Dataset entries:
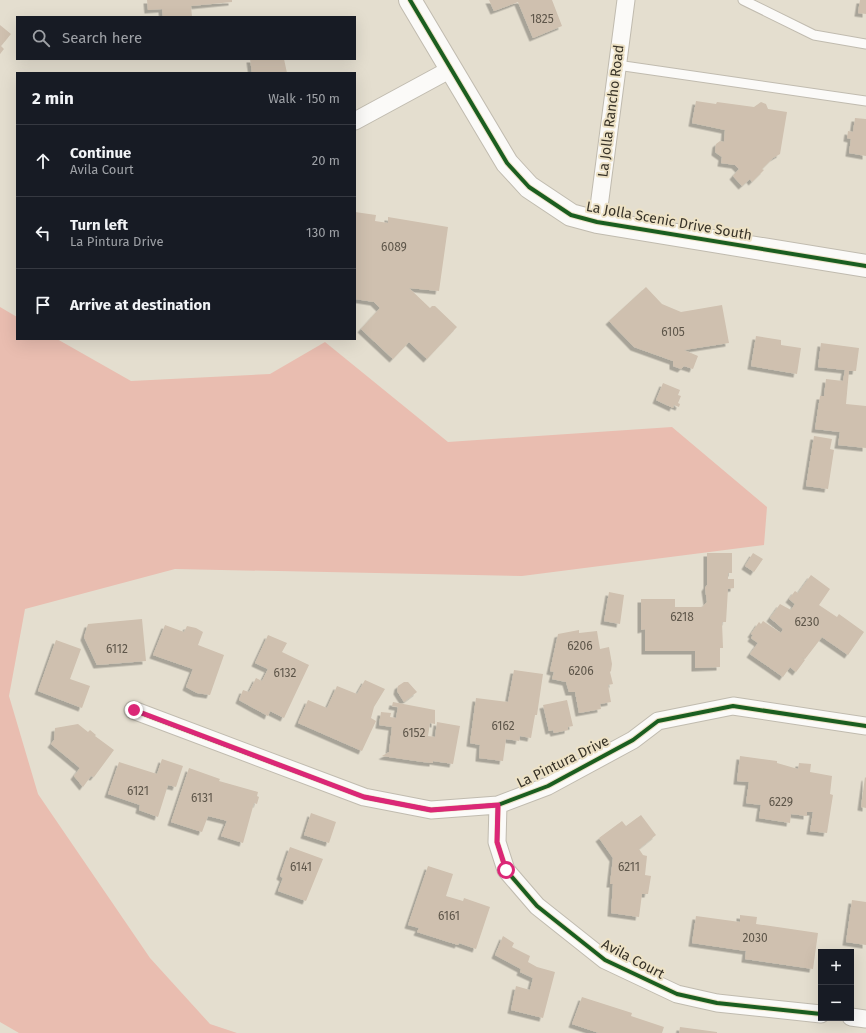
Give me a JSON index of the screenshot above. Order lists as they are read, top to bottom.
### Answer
{
  "streets": {
    "street": [
      "La Jolla Rancho Road",
      "La Jolla Scenic Drive South",
      "La Pintura Drive",
      "Avila Court"
    ]
  },
  "crossings": [
    ["La Jolla Rancho Road", "La Jolla Scenic Drive South"],
    ["La Pintura Drive", "Avila Court"]
  ],
  "house_numbers": [
    "1825",
    "6089",
    "6105",
    "6218",
    "6230",
    "6206",
    "6112",
    "6206",
    "6132",
    "6162",
    "6152",
    "6121",
    "6131",
    "6229",
    "6141",
    "6211",
    "6161",
    "2030"
  ],
  "page": {
    "search": "Search here",
    "heading": ["2 min", "Walk · 150 m"],
    "list": [
      ["Continue", "Avila Court", "20 m"],
      ["Turn left", "La Pintura Drive", "130 m"],
      "Arrive at destination"
    ],
    "map_buttons": ["+", "−"]
  }
}
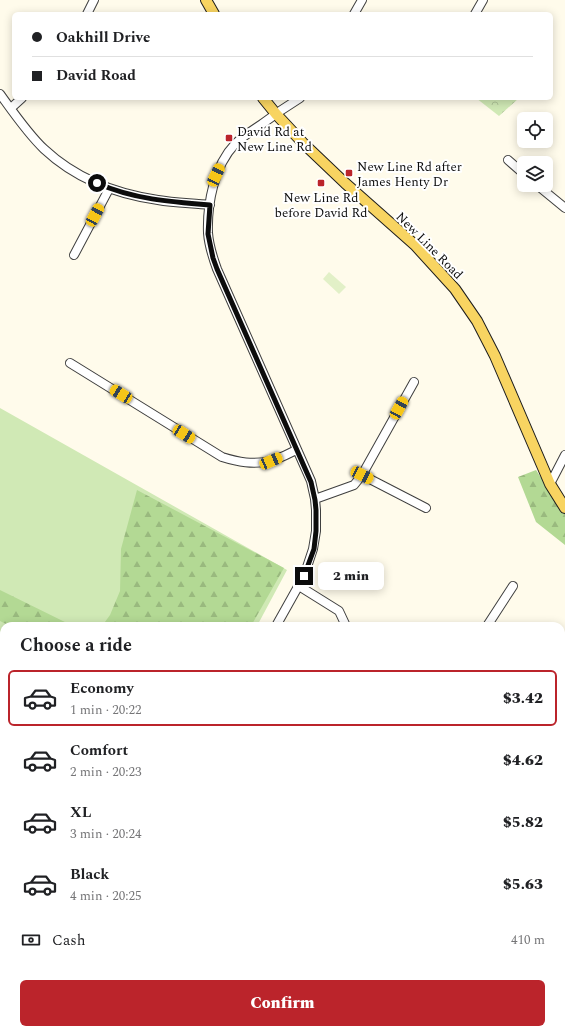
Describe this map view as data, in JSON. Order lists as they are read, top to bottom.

[What you should do]: Nothing but an exact copy of the data above, minus its pictures, should appear in the response.

[Answer space]:
Give me a JSON index of the screenshot above. Order lists as they are read, top to bottom.
### Answer
{
  "streets": {
    "street": [
      "La Jolla Rancho Road",
      "La Jolla Scenic Drive South",
      "La Pintura Drive",
      "Avila Court"
    ]
  },
  "crossings": [
    ["La Jolla Rancho Road", "La Jolla Scenic Drive South"],
    ["La Pintura Drive", "Avila Court"]
  ],
  "house_numbers": [
    "1825",
    "6089",
    "6105",
    "6218",
    "6230",
    "6206",
    "6112",
    "6206",
    "6132",
    "6162",
    "6152",
    "6121",
    "6131",
    "6229",
    "6141",
    "6211",
    "6161",
    "2030"
  ],
  "page": {
    "search": "Search here",
    "heading": ["2 min", "Walk · 150 m"],
    "list": [
      ["Continue", "Avila Court", "20 m"],
      ["Turn left", "La Pintura Drive", "130 m"],
      "Arrive at destination"
    ],
    "map_buttons": ["+", "−"]
  }
}
Describe this map view as data, in JSON. Order lists as they are read, top to bottom.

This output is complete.